Do środka wszedł chłopak w mundurze i ciężkich wojskowych butach.

- Ga... - w tym momencie jego wzrok padł na mnie. Wytrzeszczył oczy. Stał tak z dobrą minutę, zanim Gabriel odchrząknął. Tamten potrząsnął głową i przeniósł na niego wzrok. Poczułam jak na policzki wstępuje mi rumieniec.

- Mogę przy niej?

Zacisnęłam zęby, żeby mu nie odszczeknąć.

- Tak.

- A więc... - jego wzrok wędrował ze mnie na chłopaka i z powrotem. - Jest taka sprawa...

Chyba nie mógł skupić myśli. Mój Aniołek postanowił mu pomóc.

- Pozwól, że spytam cię o jedną rzecz, dobrze?

- Hm?

- Nie widziałeś nigdy dziewczyny?

- Widziałem.

- To przestań się na nią gapić jak cielę w malowane wrota i gadaj o co chodzi.

- Ja... Królowa... Emm... W zamku...

- O Boże... - Gabriel załamał ręce. - Bo zaraz sam do niej pójdę.

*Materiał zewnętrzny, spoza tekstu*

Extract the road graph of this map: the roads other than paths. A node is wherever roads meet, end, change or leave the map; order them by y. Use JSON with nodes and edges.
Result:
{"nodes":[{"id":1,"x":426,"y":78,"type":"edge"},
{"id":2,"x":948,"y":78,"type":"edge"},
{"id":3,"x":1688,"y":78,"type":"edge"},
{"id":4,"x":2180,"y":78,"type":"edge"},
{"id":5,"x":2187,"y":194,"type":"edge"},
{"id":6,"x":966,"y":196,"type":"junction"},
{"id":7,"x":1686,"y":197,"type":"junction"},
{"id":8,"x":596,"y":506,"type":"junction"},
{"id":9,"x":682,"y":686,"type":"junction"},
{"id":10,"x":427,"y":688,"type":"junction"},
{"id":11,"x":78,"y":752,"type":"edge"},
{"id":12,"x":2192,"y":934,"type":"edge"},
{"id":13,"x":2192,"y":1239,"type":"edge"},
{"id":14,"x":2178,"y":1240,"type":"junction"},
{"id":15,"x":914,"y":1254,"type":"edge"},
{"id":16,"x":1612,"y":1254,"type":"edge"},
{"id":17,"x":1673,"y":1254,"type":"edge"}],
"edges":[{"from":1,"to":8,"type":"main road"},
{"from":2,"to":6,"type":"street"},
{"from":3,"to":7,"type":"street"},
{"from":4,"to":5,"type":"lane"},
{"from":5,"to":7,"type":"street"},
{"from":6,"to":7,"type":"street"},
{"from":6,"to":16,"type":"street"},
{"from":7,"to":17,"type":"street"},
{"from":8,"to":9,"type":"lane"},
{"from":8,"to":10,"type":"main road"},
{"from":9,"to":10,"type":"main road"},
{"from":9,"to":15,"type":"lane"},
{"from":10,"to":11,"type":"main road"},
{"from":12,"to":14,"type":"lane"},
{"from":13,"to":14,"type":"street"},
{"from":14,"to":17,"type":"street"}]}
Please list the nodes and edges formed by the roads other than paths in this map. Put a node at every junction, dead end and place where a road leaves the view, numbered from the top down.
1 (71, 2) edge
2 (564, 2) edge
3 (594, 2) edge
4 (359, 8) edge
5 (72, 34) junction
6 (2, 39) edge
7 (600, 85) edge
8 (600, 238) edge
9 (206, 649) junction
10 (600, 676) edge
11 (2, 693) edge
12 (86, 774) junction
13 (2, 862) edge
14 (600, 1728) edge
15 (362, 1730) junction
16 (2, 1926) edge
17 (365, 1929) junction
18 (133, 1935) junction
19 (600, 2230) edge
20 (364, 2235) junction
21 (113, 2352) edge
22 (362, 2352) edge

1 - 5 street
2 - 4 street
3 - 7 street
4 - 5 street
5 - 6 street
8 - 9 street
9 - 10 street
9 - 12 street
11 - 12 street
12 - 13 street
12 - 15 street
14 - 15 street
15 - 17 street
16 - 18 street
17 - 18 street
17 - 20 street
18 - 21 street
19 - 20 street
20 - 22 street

Tamten odchrząknął i stanął do mnie tyłem.

- W zamku hrabiego... prawnuczka dawnego hrabiego, znajduje się pewien bardzo ciekawy miecz...

- I?

- Królowa Morena twierdzi, że będzie on idealny dla Michele. Jeszcze nie znalazła broni dla siebie, prawda?

- Nie.

- To dobrze. - zerknął na mnie. - Ale mężczyzna nie odda go po dobroci.

- Mamy go wykraść?

- Pożyczyć. Później oddamy.

Gabriel westchnął ciężko.

- Nienawidzę takich misji.

- Okej. Czyli się zgadzasz. Hrabia, a raczej jego syn, urządza imprezę. Możecie wtedy się przekraść do środka.

- Kto powiedział, że się zgadzam?

- Królowa od razu twierdziła, że się zgodzisz. A raczej, że Michele się zgodzi. - znowu zerknął na mnie.

- Ja?

- Ona? - powiedzieliśmy jednocześnie.

- Tak. Prosiła, żeby się spytać, kiedy ostatnio byłaś się rozerwać na jakiejś imprezie.

Zastanowiłam się przez chwilę.

- W sumie? - oczy mi zaświeciły i klasnęłam w dłonie jak małe dziecko. - Oczywiście, że się zgadzam.

Zobaczyłam, że Gabriel już otwiera usta, więc go ubiegłam.

- Cicho siedź! Nie masz nic do gadania w tej sprawie!